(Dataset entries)
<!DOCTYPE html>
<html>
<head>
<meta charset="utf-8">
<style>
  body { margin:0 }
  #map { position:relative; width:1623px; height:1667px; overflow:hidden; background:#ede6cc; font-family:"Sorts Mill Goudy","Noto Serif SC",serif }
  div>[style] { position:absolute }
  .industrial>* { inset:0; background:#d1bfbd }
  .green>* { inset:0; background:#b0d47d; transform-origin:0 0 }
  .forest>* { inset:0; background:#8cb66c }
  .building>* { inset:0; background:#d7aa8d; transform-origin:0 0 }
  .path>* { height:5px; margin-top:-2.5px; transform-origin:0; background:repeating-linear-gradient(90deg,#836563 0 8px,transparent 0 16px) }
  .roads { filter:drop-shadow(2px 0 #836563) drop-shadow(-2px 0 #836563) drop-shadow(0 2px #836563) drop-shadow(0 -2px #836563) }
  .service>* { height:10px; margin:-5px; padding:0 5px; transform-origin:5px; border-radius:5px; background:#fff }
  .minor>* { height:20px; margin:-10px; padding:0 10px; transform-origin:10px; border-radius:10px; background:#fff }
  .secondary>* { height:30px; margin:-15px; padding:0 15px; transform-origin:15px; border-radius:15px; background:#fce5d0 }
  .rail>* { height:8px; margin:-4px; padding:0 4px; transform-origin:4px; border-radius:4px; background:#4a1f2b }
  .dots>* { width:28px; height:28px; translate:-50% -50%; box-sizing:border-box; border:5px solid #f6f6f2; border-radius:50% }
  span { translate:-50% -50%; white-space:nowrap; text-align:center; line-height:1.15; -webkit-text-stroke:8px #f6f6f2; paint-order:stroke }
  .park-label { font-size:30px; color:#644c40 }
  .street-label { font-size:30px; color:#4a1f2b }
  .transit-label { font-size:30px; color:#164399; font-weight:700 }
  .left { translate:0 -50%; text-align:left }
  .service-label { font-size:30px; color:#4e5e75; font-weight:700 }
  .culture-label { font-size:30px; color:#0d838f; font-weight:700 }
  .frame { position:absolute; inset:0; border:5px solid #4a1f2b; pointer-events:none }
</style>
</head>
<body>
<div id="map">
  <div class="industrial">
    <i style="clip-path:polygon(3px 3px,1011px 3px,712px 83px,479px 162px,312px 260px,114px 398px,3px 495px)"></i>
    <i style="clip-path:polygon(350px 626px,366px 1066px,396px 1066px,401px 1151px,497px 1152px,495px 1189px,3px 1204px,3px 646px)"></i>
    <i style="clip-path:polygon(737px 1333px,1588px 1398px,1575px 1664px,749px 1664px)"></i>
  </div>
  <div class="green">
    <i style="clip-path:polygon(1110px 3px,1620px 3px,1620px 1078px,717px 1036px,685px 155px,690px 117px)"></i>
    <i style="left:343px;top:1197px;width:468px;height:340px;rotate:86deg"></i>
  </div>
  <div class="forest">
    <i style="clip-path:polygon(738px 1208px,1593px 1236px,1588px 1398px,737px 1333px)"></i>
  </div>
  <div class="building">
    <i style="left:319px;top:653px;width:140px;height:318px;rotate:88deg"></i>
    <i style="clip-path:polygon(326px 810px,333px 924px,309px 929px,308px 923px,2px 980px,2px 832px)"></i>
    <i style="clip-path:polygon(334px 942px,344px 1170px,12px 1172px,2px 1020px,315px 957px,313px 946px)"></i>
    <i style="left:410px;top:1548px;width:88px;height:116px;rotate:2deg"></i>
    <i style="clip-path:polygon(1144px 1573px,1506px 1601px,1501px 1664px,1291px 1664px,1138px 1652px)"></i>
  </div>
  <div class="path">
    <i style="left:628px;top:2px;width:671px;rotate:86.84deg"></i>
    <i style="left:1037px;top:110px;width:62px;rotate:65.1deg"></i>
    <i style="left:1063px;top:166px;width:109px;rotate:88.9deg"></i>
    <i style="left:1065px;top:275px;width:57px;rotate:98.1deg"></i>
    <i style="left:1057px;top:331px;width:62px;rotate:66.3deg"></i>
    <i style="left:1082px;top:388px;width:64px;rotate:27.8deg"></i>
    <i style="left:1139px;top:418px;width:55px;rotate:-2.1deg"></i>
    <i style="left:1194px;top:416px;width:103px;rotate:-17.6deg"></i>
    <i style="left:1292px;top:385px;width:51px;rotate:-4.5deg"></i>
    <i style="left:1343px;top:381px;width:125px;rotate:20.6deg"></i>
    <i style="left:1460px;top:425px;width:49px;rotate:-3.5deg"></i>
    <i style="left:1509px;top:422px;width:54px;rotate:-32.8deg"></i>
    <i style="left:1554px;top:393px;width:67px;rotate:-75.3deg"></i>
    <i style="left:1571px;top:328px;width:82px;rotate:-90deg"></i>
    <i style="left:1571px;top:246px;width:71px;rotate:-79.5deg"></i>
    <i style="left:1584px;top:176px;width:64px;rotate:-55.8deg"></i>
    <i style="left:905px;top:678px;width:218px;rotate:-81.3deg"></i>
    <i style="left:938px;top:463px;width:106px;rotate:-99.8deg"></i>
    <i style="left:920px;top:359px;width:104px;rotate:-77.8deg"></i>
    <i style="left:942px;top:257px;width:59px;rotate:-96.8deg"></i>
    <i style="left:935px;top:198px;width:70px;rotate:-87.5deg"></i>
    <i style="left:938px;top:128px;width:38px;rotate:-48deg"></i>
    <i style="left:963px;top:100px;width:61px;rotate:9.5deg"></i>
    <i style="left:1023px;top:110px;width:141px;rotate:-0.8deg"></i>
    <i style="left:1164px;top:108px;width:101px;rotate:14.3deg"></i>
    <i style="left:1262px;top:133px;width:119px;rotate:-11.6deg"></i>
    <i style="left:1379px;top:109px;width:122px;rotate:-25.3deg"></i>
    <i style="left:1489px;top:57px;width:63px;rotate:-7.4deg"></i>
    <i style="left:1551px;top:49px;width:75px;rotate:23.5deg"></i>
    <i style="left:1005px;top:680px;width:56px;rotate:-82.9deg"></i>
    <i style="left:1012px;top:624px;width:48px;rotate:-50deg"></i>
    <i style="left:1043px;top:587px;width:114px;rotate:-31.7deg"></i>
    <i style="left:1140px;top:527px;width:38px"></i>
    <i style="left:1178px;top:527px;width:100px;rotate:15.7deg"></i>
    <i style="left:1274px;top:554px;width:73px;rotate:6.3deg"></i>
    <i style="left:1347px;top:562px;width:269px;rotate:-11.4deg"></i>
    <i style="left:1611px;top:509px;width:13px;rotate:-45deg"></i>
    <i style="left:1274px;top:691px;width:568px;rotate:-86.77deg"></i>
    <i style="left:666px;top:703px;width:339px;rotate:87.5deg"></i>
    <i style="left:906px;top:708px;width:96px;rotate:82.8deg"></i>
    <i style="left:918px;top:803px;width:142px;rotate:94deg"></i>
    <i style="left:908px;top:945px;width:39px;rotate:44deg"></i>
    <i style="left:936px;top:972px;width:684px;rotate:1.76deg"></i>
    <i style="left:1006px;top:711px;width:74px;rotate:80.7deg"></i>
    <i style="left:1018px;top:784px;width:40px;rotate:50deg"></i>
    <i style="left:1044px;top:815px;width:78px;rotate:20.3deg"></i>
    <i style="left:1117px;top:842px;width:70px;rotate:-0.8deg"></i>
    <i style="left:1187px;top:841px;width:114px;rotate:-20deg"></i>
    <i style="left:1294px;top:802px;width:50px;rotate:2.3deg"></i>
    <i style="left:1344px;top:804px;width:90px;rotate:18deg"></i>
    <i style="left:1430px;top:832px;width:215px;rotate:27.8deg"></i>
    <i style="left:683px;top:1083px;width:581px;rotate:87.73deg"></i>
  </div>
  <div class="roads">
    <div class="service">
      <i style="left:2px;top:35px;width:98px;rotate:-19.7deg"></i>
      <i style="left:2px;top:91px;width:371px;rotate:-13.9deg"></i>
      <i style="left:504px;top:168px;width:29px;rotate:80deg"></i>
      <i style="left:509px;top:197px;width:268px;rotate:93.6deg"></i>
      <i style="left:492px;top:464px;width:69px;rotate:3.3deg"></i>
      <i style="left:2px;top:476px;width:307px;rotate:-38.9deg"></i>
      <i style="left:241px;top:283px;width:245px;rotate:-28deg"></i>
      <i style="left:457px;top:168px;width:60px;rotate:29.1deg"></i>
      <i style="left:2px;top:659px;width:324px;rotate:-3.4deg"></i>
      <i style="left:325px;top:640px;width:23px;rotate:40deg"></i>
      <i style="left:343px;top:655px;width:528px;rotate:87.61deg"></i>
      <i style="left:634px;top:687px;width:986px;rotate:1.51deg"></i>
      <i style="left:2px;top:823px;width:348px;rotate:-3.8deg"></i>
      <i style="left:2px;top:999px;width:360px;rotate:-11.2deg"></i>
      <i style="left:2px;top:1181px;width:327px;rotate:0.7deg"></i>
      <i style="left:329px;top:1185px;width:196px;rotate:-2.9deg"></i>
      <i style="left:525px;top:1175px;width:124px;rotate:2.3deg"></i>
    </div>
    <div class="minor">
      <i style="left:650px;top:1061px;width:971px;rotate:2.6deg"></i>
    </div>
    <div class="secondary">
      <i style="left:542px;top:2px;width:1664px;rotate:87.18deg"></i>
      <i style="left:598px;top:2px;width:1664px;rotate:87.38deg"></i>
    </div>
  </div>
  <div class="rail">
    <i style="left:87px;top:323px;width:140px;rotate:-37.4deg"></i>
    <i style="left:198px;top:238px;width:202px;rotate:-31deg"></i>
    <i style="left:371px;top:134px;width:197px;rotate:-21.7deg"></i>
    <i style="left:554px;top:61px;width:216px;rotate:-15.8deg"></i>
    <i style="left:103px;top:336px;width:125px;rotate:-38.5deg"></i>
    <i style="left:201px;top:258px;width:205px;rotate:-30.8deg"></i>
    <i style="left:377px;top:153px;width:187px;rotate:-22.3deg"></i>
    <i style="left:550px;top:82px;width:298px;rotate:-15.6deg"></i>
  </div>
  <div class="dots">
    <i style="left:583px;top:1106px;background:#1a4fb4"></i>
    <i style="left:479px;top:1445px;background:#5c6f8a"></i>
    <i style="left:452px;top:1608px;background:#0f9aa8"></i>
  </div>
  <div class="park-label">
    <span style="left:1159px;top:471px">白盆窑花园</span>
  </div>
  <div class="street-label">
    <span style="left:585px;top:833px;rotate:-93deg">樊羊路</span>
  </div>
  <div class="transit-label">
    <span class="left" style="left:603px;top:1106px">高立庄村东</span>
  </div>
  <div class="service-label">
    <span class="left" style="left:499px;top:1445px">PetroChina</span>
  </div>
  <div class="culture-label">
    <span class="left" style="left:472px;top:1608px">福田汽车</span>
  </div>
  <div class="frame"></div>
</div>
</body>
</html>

YOUR INSTRUCTIONS: Please copy the lines above from the line with "inset:0; background:#d7aa8d; transform-origin:0" up to and including the line with "filter:drop-shadow(2px 0 #836563)", exactly as written and with nothing else.

SOLUTION FOR THIS PROBLEM:
  .building>* { inset:0; background:#d7aa8d; transform-origin:0 0 }
  .path>* { height:5px; margin-top:-2.5px; transform-origin:0; background:repeating-linear-gradient(90deg,#836563 0 8px,transparent 0 16px) }
  .roads { filter:drop-shadow(2px 0 #836563) drop-shadow(-2px 0 #836563) drop-shadow(0 2px #836563) drop-shadow(0 -2px #836563) }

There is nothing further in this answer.